Latin1 character values not displaying the same as in utf8

2.7k views Asked by At

FOR PYTHON 2.7 (I took a shot of using encode in 3 and am all confused now...would love some advice how to replicate this test in python 3....)

For the Euro character (€) I looked up what its utf8 Hex code point was using this tool. It said it was 0x20AC.

For Latin1 (again using Python2 2.7), I used decode to get its Hex code point:

>>import unicodedata
>>p='€'
## notably x80 seems to correspond to [Windows CP1252 according to the link][2]
>>p.decode('latin-1') 
>>u'\x80'

Then I used this print statement for both of them, and this is what I got:

for utf8:

>>> print unichr(0x20AC).encode('utf-8')
€

for latin-1:

>>> print unichr(0x80).encode('latin-1')
€

What in the heck happened? Why did encode return '€' for utf-8? Also...it seems that Latin1 hex code points CAN be different then their utf8 counterparts (I have a colleague who believes different -- says that Latin1 is just like ASCII in this respect). But the presence of different code points seems to suggest otherwise to me...HOWEVER the reason why python 2.7 is reading the Windows CP1252 'x80' is a real mystery to me....is this the standard for latin-1 in python 2.7??

1

There are 1 answers

6
abarnert On BEST ANSWER

You've got some serious misunderstandings here. If you haven't read the Unicode HOWTOs for Python 2 and Python 3, you should start there.

First, UTF-8 is an encoding of Unicode to 8-bit bytes. There is no such thing as UTF-8 code point 0x20AC. There is a Unicode code point U+20AC, but in UTF-8, that's three bytes: 0xE2, 0x82, 0xAC.


And that explains your confusion here:

Why did encode return '€' for utf-8?

It didn't. It returned the byte string '\xE2\x82\xAC'. You then printed that out to your console. Your console is presumably in CP-1252, so it interpreted those bytes as if they were CP-1252, which gave you €.


Meanwhile, when you write this:

p='€'

The console isn't giving Python Unicode, it's giving Python bytes in CP-1252, which Python just stores as bytes. The CP-1252 for the Euro sign is \x80. So, this is the same as typing:

p='\x80'

But in Latin-1, \x80 isn't the Euro sign, it's an invisible control character, equivalent to Unicode U+0080. So, when you call p.decode('latin-1'), you get back u'\x80'. Which is exactly what you're seeing.


The reason you can't reproduce this in Python 3 is that in Python 3, str, and plain string literals, are Unicode strings, not byte strings.
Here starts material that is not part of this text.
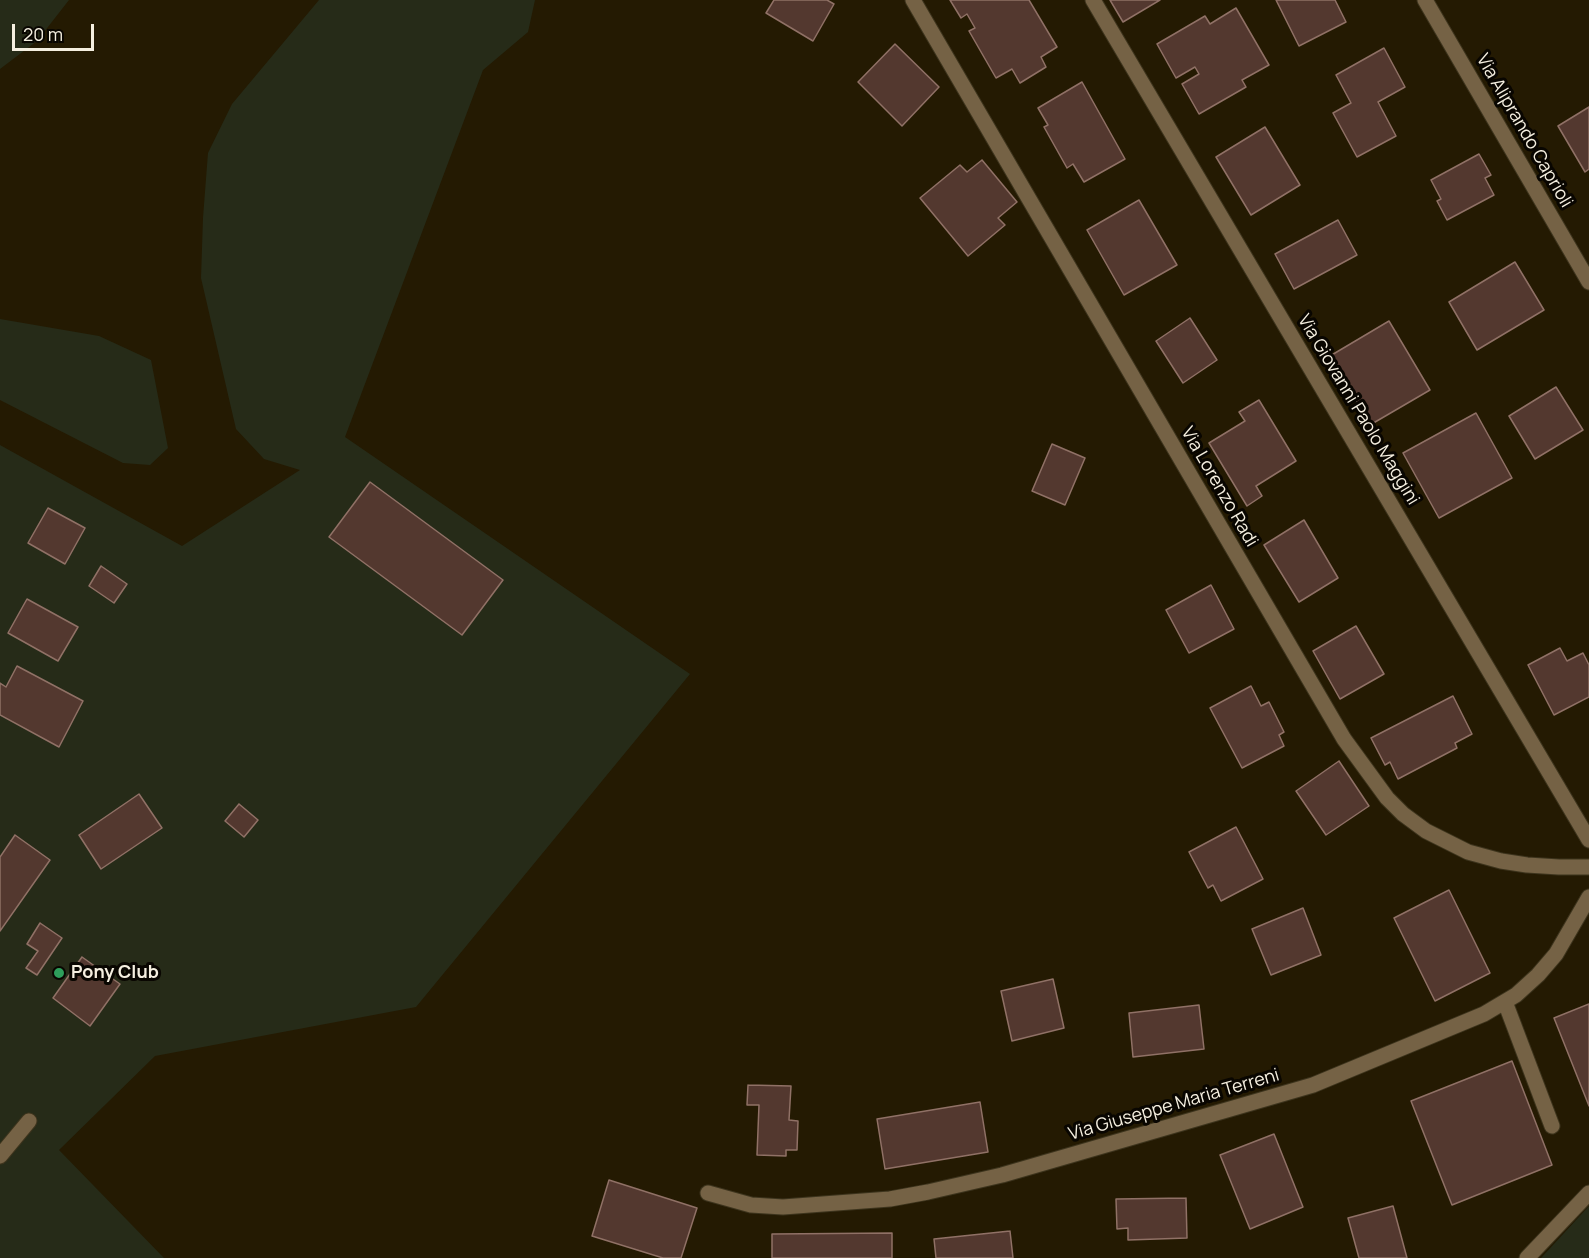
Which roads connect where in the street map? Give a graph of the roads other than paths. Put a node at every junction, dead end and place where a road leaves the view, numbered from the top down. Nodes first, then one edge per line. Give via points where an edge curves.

So, when you write this:

p='€'

… the console gives Python some bytes, which Python then automatically decodes with the character set it guessed for the console (CP-1252) into Unicode. So, it's equivalent to writing this:

p='\u20ac'

… or this:

p=b'\x80'.decode(sys.stdin.encoding)

Also, you keep saying "hex code points" to mean a variety of different things, none of which make any sense.
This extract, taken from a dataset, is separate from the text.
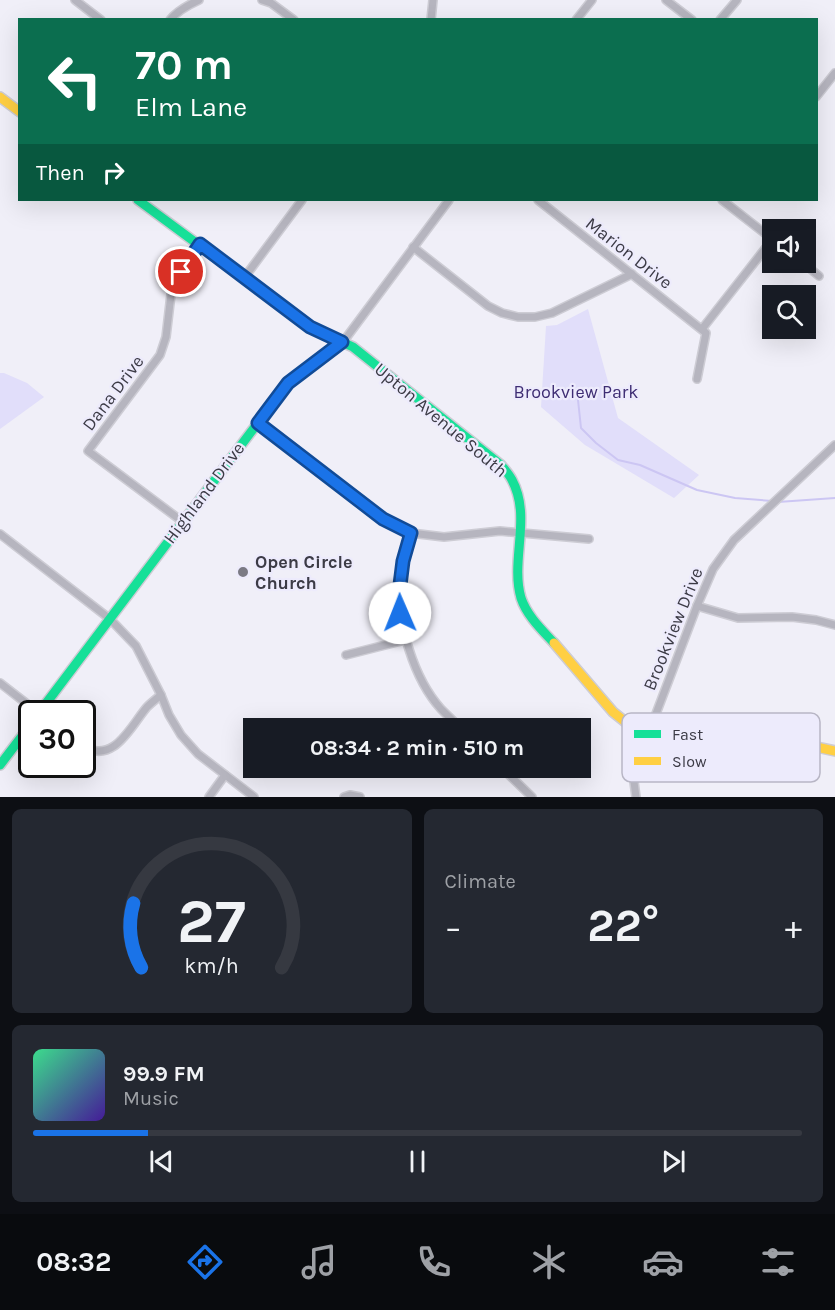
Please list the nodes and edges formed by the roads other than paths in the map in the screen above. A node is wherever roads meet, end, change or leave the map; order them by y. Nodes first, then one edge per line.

A code point is a Unicode concept. A unicode string in Python is a sequence of code points. A str is a sequence of bytes, not code points. Hex is just a way of representing a number—the hex number 20AC, or 0x20AC, is the same thing as the decimal number 8364, and the hex number 0x80 is the same thing as the decimal number 128.

That sequence of bytes doesn't have any inherent meaning as text on its own; it needs to be combined with an encoding to have a meaning. Depending on the encoding, some code points may not be representable at all, and others may take 2 or more bytes to represent.


Finally:

Also...it seems that Latin1 hex code points CAN be different then their utf8 counterparts (I have a colleague who believes different -- says that Latin1 is just like ASCII in this respect).

Latin-1 is a superset of ASCII. Unicode is also a superset of the printable subset of Latin-1; some of the Unicode characters up to U+FF (and all printable characters up to U+7F) are encoded in UTF-8 as the byte with the same value as the code point, but not all. CP-1252 is a different superset of the printable subset of Latin-1. Since there is no Euro sign in either ASCII or Latin-1, it's perfectly reasonable for CP-1252 and UTF-8 to represent it differently.